• _TASK REQUIREMENTS_:
Each line of the data below should be restated exactly, with images left out.

• _RECORDS SUPPLIED_:
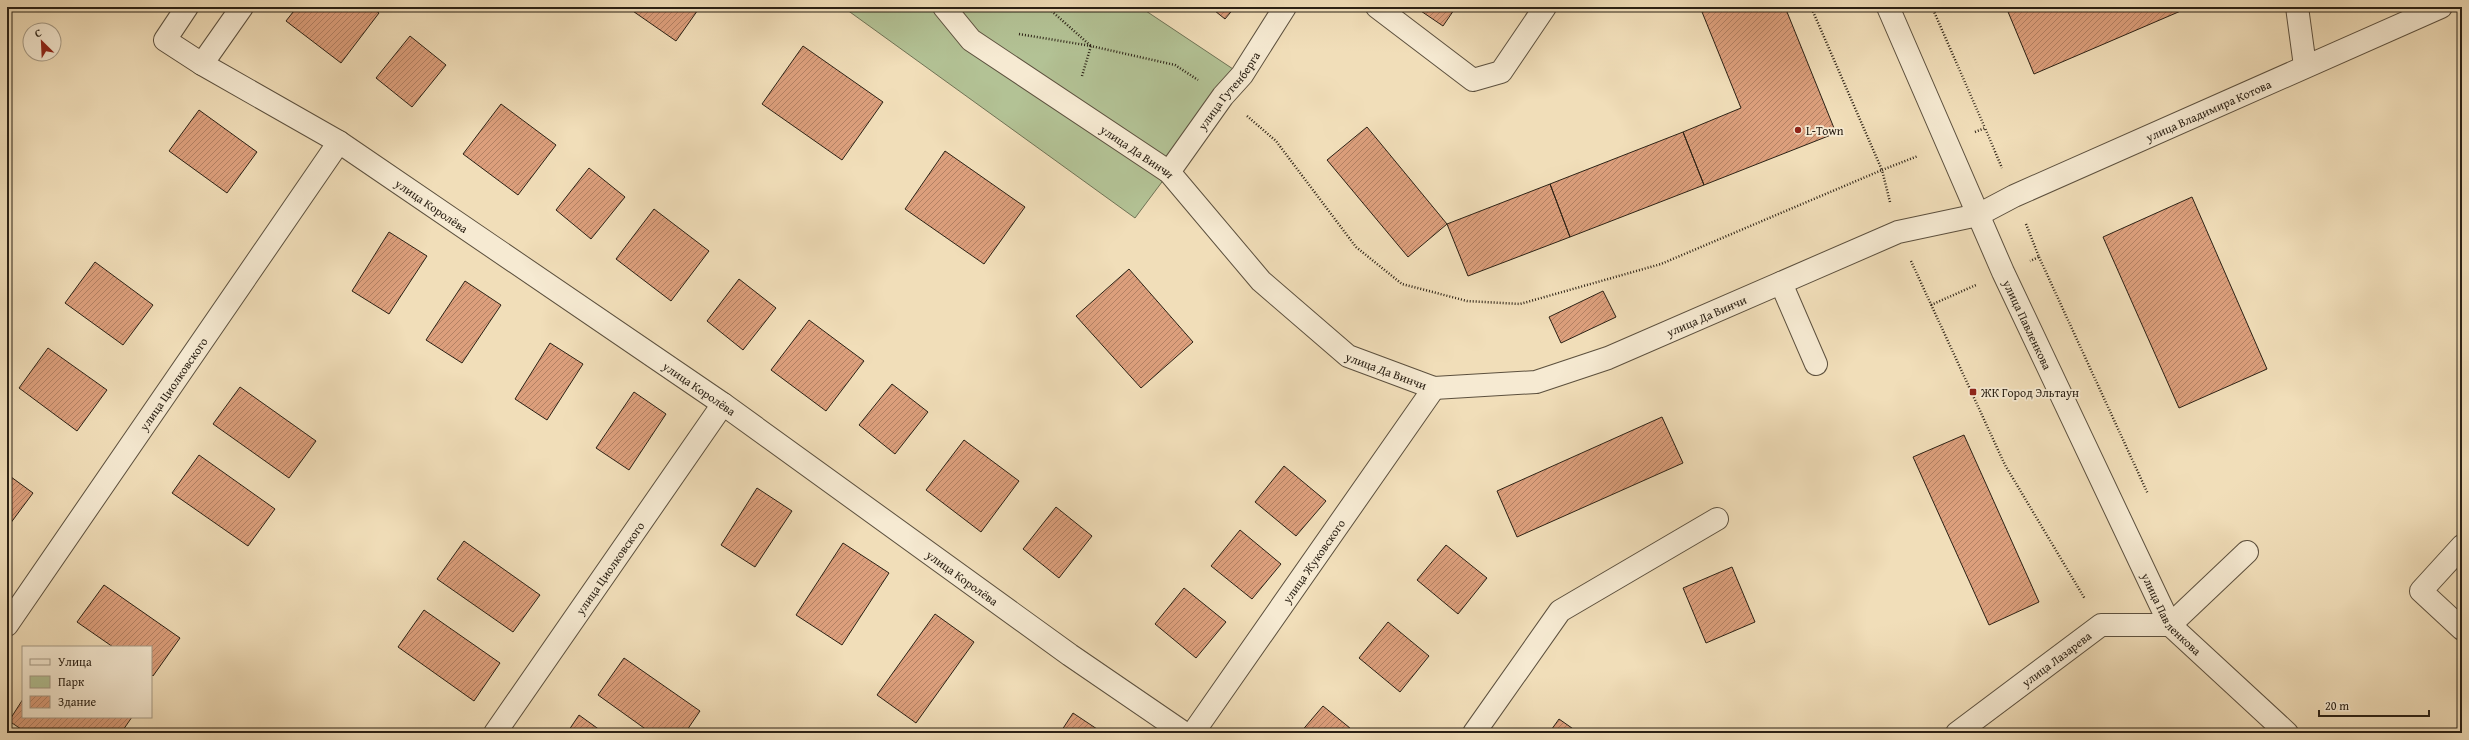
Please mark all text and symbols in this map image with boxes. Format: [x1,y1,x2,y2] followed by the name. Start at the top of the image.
[22,22,62,62] north arrow
[32,24,44,41] text: С
[1193,48,1264,134] street label: улица Гутенберга
[2142,75,2274,146] street label: улица Владимира Котова
[1097,120,1179,181] street label: улица Да Винчи
[1806,122,1844,139] place label: L-Town
[1793,125,1803,135] marker: L-Town
[391,174,472,237] street label: улица Королёва
[1999,276,2057,373] street label: улица Павленкова
[1663,290,1749,341] street label: улица Да Винчи
[134,333,211,434] street label: улица Циолковского
[1342,347,1429,393] street label: улица Да Винчи
[659,357,740,419] street label: улица Королёва
[1980,384,2079,401] place label: ЖК Город Эльтаун
[1968,387,1978,397] marker: ЖК Город Эльтаун
[1277,515,1349,607] street label: улица Жуковского
[571,518,648,619] street label: улица Циолковского
[922,545,1002,609] street label: улица Королёва
[2137,569,2206,659] street label: улица Павленкова
[2017,627,2095,691] street label: улица Лазарева
[22,646,152,718] legend
[58,653,92,670] text: Улица
[58,673,85,690] text: Парк
[2319,692,2429,718] scale bar
[58,693,97,710] text: Здание
[2325,697,2349,714] text: 20 m

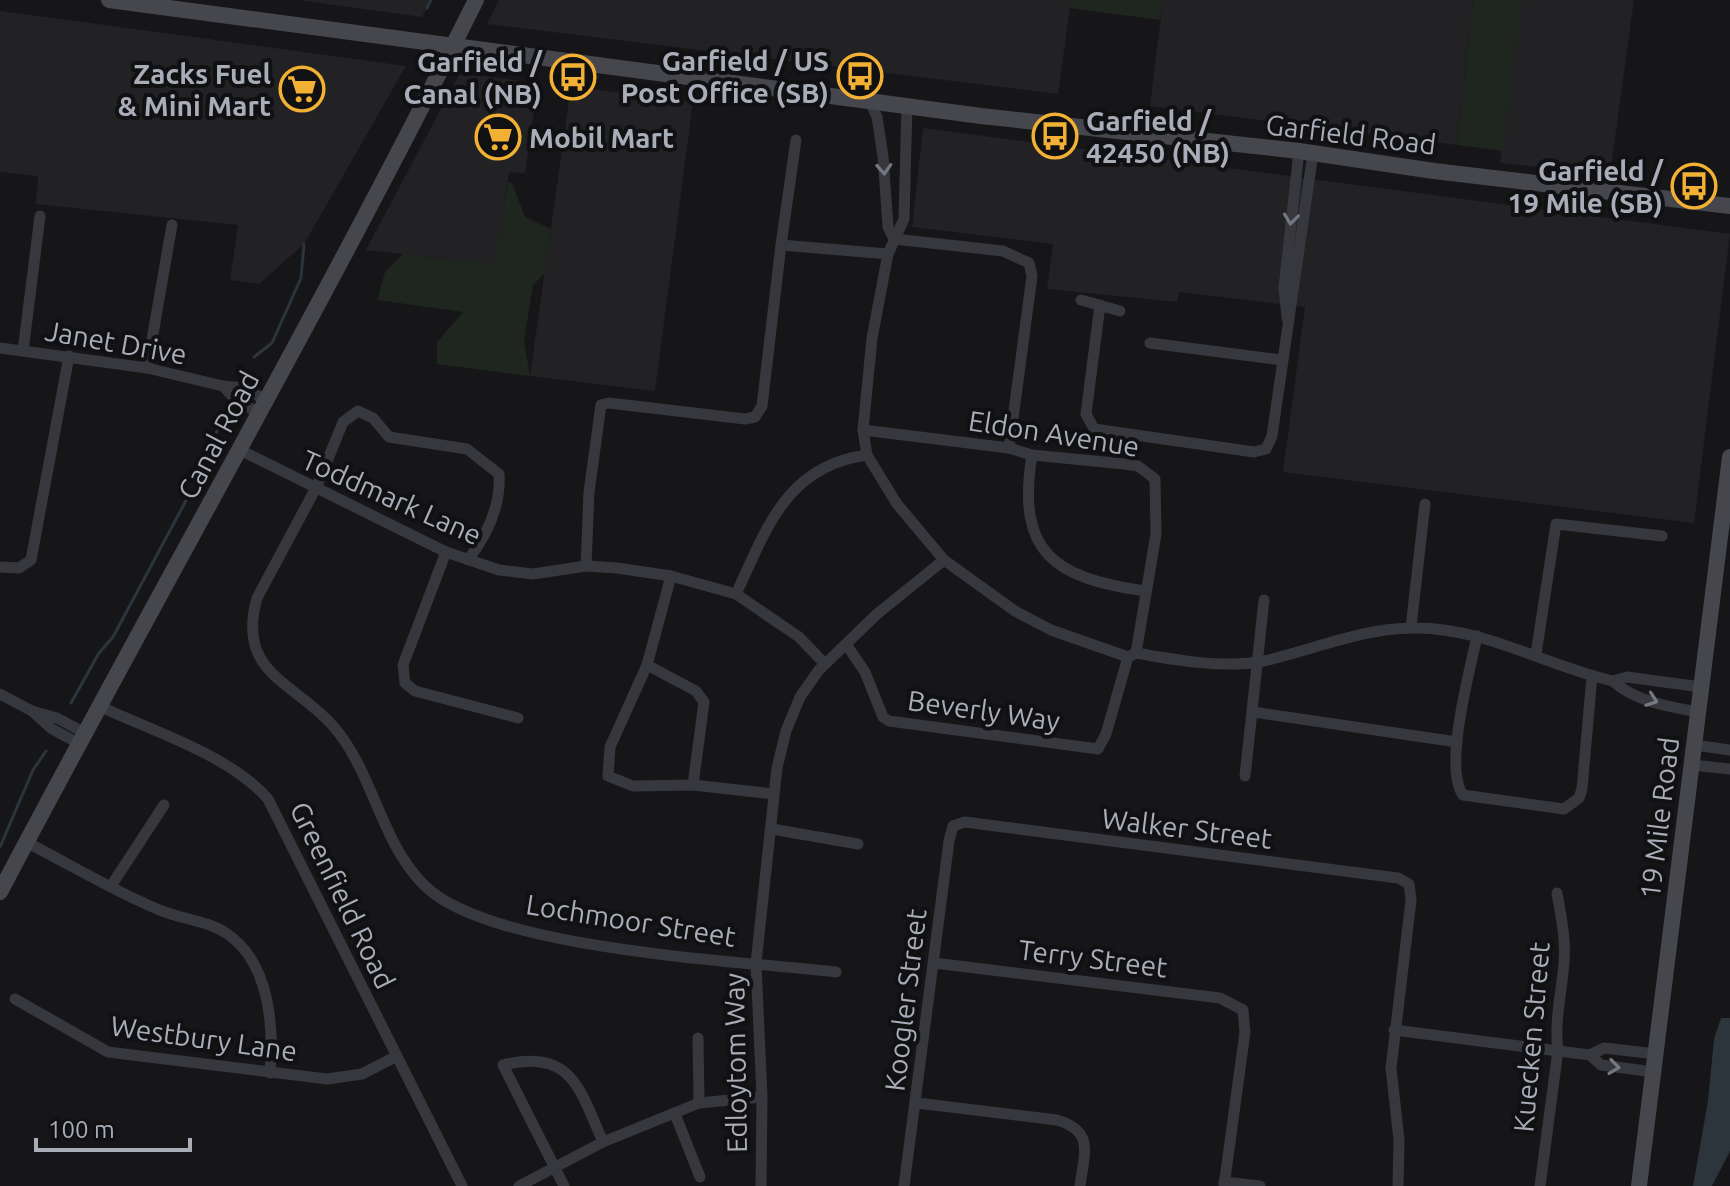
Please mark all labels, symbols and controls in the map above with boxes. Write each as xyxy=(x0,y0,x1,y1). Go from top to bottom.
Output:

• _WRITTEN SOLUTION_:
Please mark all text and symbols in this map image with boxes. Format: [x1,y1,x2,y2] followed by the name. Start at the top of the image.
[22,22,62,62] north arrow
[32,24,44,41] text: С
[1193,48,1264,134] street label: улица Гутенберга
[2142,75,2274,146] street label: улица Владимира Котова
[1097,120,1179,181] street label: улица Да Винчи
[1806,122,1844,139] place label: L-Town
[1793,125,1803,135] marker: L-Town
[391,174,472,237] street label: улица Королёва
[1999,276,2057,373] street label: улица Павленкова
[1663,290,1749,341] street label: улица Да Винчи
[134,333,211,434] street label: улица Циолковского
[1342,347,1429,393] street label: улица Да Винчи
[659,357,740,419] street label: улица Королёва
[1980,384,2079,401] place label: ЖК Город Эльтаун
[1968,387,1978,397] marker: ЖК Город Эльтаун
[1277,515,1349,607] street label: улица Жуковского
[571,518,648,619] street label: улица Циолковского
[922,545,1002,609] street label: улица Королёва
[2137,569,2206,659] street label: улица Павленкова
[2017,627,2095,691] street label: улица Лазарева
[22,646,152,718] legend
[58,653,92,670] text: Улица
[58,673,85,690] text: Парк
[2319,692,2429,718] scale bar
[58,693,97,710] text: Здание
[2325,697,2349,714] text: 20 m

Please mark all labels, symbols and controls in the map above with boxes. Write each as xyxy=(x0,y0,x1,y1). Go from top to bottom.
Output:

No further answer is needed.